Detroit Tigers (85-73) at Atlanta Braves (66-92)
Time/Place: 7:35 p.m., Turner Field
SB Nation Blog: Talking Chop
Media: Fox Sports Detroit, MLB.TV, Tigers Radio Network
Pitching Matchup: RHP Matt Wisler (7-12, 4.86 ERA) vs. LHP Daniel Norris (3-2, 3.59 ERA)
Matt Wisler is still a young pitcher, in just his second major league season, but he seems to have already found his level as a backend starter. His ERA and FIP numbers have sat between 4.50 and 5.00 in his two seasons, indicating that he's gotten about as much out of a mediocre arsenal as he can. There isn't much projection left for him without a radical change, and yet he's already at least a useful contributor at just 24 years old.
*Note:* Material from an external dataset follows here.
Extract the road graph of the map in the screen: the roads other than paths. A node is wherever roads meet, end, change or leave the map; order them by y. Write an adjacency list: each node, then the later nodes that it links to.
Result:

Wisler doesn't strike out many, but has good command and has been pretty solid in September. He's the type of guy you'd expect to be a groundball pitcher, and he is trending in that direction in recent months. Wisler leads with a very unremarkable fourseam fastball, and has an even distribution of flyballs and grounders on the year. However, in recent months, Wisler is mixing in a two-seam fastball with better success and has managed to get more balls on the ground. When he's getting those groundballs, he's reasonably effective. When he doesn't, he gets hit hard, as his cringe-worthy 1.36 HR/9 while pitching in the N.L. East would attest.
Wisler's only plus weapon is a slurvy slider that he's had pretty good command of lately. It has a whiff rate of 20.2 percent this season, and is his only legitimate swing-and-miss offering. With the season on the line, this is a guy the Tigers' offense should light up. However, he is quite capable of using their aggressiveness against them if the Tigers come out swinging from their heels.
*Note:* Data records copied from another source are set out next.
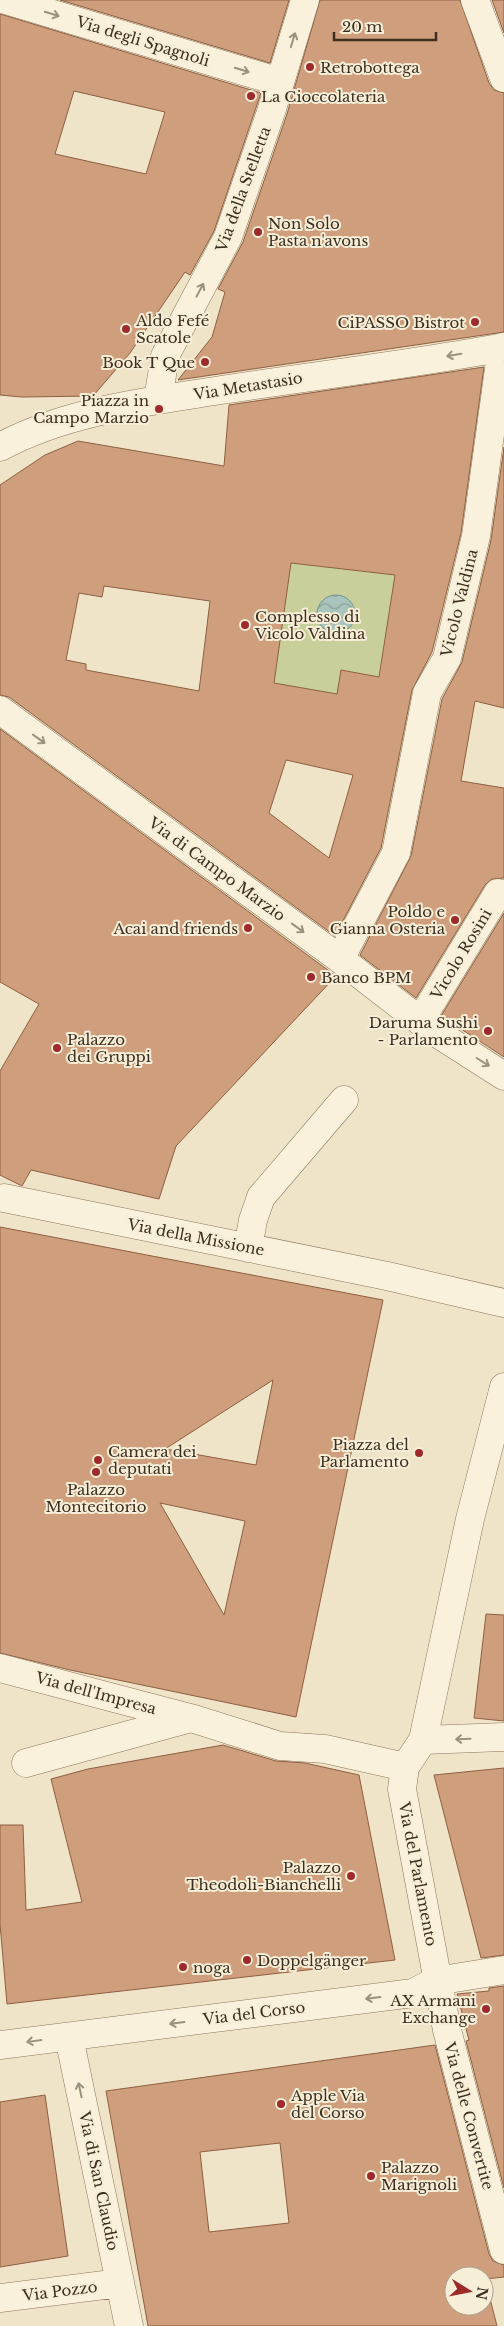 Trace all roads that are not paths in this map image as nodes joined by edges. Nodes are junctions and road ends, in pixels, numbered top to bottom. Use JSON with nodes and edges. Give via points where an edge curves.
{"nodes":[{"id":1,"x":6,"y":0,"type":"edge"},
{"id":2,"x":305,"y":0,"type":"edge"},
{"id":3,"x":474,"y":0,"type":"edge"},
{"id":4,"x":504,"y":78,"type":"edge"},
{"id":5,"x":280,"y":82,"type":"junction"},
{"id":6,"x":503,"y":347,"type":"edge"},
{"id":7,"x":158,"y":400,"type":"junction"},
{"id":8,"x":0,"y":447,"type":"edge"},
{"id":9,"x":0,"y":710,"type":"edge"},
{"id":10,"x":504,"y":894,"type":"edge"},
{"id":11,"x":340,"y":959,"type":"junction"},
{"id":12,"x":426,"y":1025,"type":"junction"},
{"id":13,"x":504,"y":1076,"type":"edge"},
{"id":14,"x":344,"y":1100,"type":"dead end"},
{"id":15,"x":4,"y":1198,"type":"dead end"},
{"id":16,"x":248,"y":1248,"type":"junction"},
{"id":17,"x":504,"y":1303,"type":"edge"},
{"id":18,"x":504,"y":1387,"type":"edge"},
{"id":19,"x":0,"y":1668,"type":"edge"},
{"id":20,"x":191,"y":1718,"type":"junction"},
{"id":21,"x":504,"y":1737,"type":"edge"},
{"id":22,"x":423,"y":1740,"type":"junction"},
{"id":23,"x":26,"y":1764,"type":"dead end"},
{"id":24,"x":406,"y":1767,"type":"junction"},
{"id":25,"x":504,"y":1970,"type":"edge"},
{"id":26,"x":436,"y":1981,"type":"junction"},
{"id":27,"x":69,"y":2037,"type":"junction"},
{"id":28,"x":0,"y":2046,"type":"edge"},
{"id":29,"x":504,"y":2250,"type":"edge"},
{"id":30,"x":120,"y":2283,"type":"junction"},
{"id":31,"x":0,"y":2298,"type":"edge"},
{"id":32,"x":128,"y":2326,"type":"edge"}],
"edges":[{"from":1,"to":5,"type":"street","name":"Via degli Spagnoli","one_way":true},
{"from":5,"to":2,"type":"street","name":"Via della Stelletta","one_way":true},
{"from":3,"to":4,"type":"street"},
{"from":7,"to":5,"type":"street","name":"Via della Stelletta","one_way":true,"via":[[165,356],[228,237]]},
{"from":6,"to":7,"type":"street","name":"Via Metastasio","one_way":true},
{"from":6,"to":11,"type":"street","name":"Vicolo Valdina","via":[[476,536],[446,658],[427,693],[396,853]]},
{"from":7,"to":8,"type":"street","name":"Via Metastasio","via":[[86,415],[21,436]]},
{"from":9,"to":11,"type":"street","name":"Via di Campo Marzio","one_way":true},
{"from":10,"to":12,"type":"street","name":"Vicolo Rosini","via":[[498,893]]},
{"from":11,"to":12,"type":"street","name":"Via di Campo Marzio"},
{"from":12,"to":13,"type":"street","one_way":true},
{"from":14,"to":16,"type":"street","via":[[261,1197]]},
{"from":15,"to":16,"type":"street","name":"Via della Missione"},
{"from":16,"to":17,"type":"street","name":"Via della Missione"},
{"from":18,"to":22,"type":"street","via":[[470,1519]]},
{"from":19,"to":20,"type":"street","name":"Via dell'Impresa"},
{"from":20,"to":23,"type":"street","name":"Via dell'Impresa"},
{"from":20,"to":24,"type":"street","name":"Via dell'Impresa","via":[[280,1746],[306,1746]]},
{"from":21,"to":22,"type":"street","one_way":true},
{"from":22,"to":24,"type":"street"},
{"from":24,"to":26,"type":"street","name":"Via del Parlamento","via":[[402,1789]]},
{"from":25,"to":26,"type":"street","name":"Via del Corso"},
{"from":26,"to":27,"type":"street","name":"Via del Corso","one_way":true,"via":[[413,1993]]},
{"from":26,"to":29,"type":"street","name":"Via delle Convertite"},
{"from":27,"to":28,"type":"street","name":"Via del Corso","one_way":true},
{"from":30,"to":27,"type":"street","name":"Via di San Claudio","one_way":true},
{"from":30,"to":31,"type":"street","name":"Via Pozzo"},
{"from":30,"to":32,"type":"street","name":"Via di San Claudio"}]}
Hitter to Fear: Matt Kemp (.315/.352/.631 against LHP in 2016)
Hitter to Fail: Mallex Smith (.080/.179/.120 against lefties in 57 plate appearances)
In truth, for a young left-hander like Daniel Norris, the Braves aren't the happiest of match-ups. Freddie Freeman hits everyone now and is having a borderline MVP caliber season. Leadoff man Ender Inciarte is another left-handed hitter without pronounced splits, and keeping him off the basepaths is going to be imperative. Matt Kemp and Dansby Swanson both crush lefties in terms of power numbers especially. Swanson, in particular, hasn't been around long enough to have all his weaknesses identified, and he could cause Norris some trouble.
This is a game featuring entirely new matchups. There is very little history to bank on here. Still, while the Braves do have some offensive talent, overall this is still a fairly mediocre lineup. If Norris can maneuver through the big bats, he should benefit from the Braves unfamiliarity with him more than they do the reverse.
Daniel Norris has still struggled to be efficient recently, but otherwise he's been quite good. The strikeouts are piling up for him and he's kept the walks in check. There also aren't a lot of similar lefties the Braves will have faced this season. The question is how well Norris can handle the pressure. So far, he's been just fine during the Tigers' stretch run, and arguably their second best starting pitcher of late. He appears to be getting stronger as he finally gets consistent innings under his belt at the major league level.
The problem, is that the Braves have been absolutely on fire the past few weeks. They've swept the Marlins, Mets and Phillies in three of their last five series. A young talented team with nothing to lose is a treacherous opponent to take on at this point in the season. While the Tigers should, and must, mash against Matt Wisler, the pitching staff is liable to have its hands full in this series. Just to make it even more fun, the Tigers get to play National League ball for three days with the season on the line. Thanks, MLB.
Norris bends, but doesn't break, while the Tigers' offense demolishes Matt Wisler to take game one.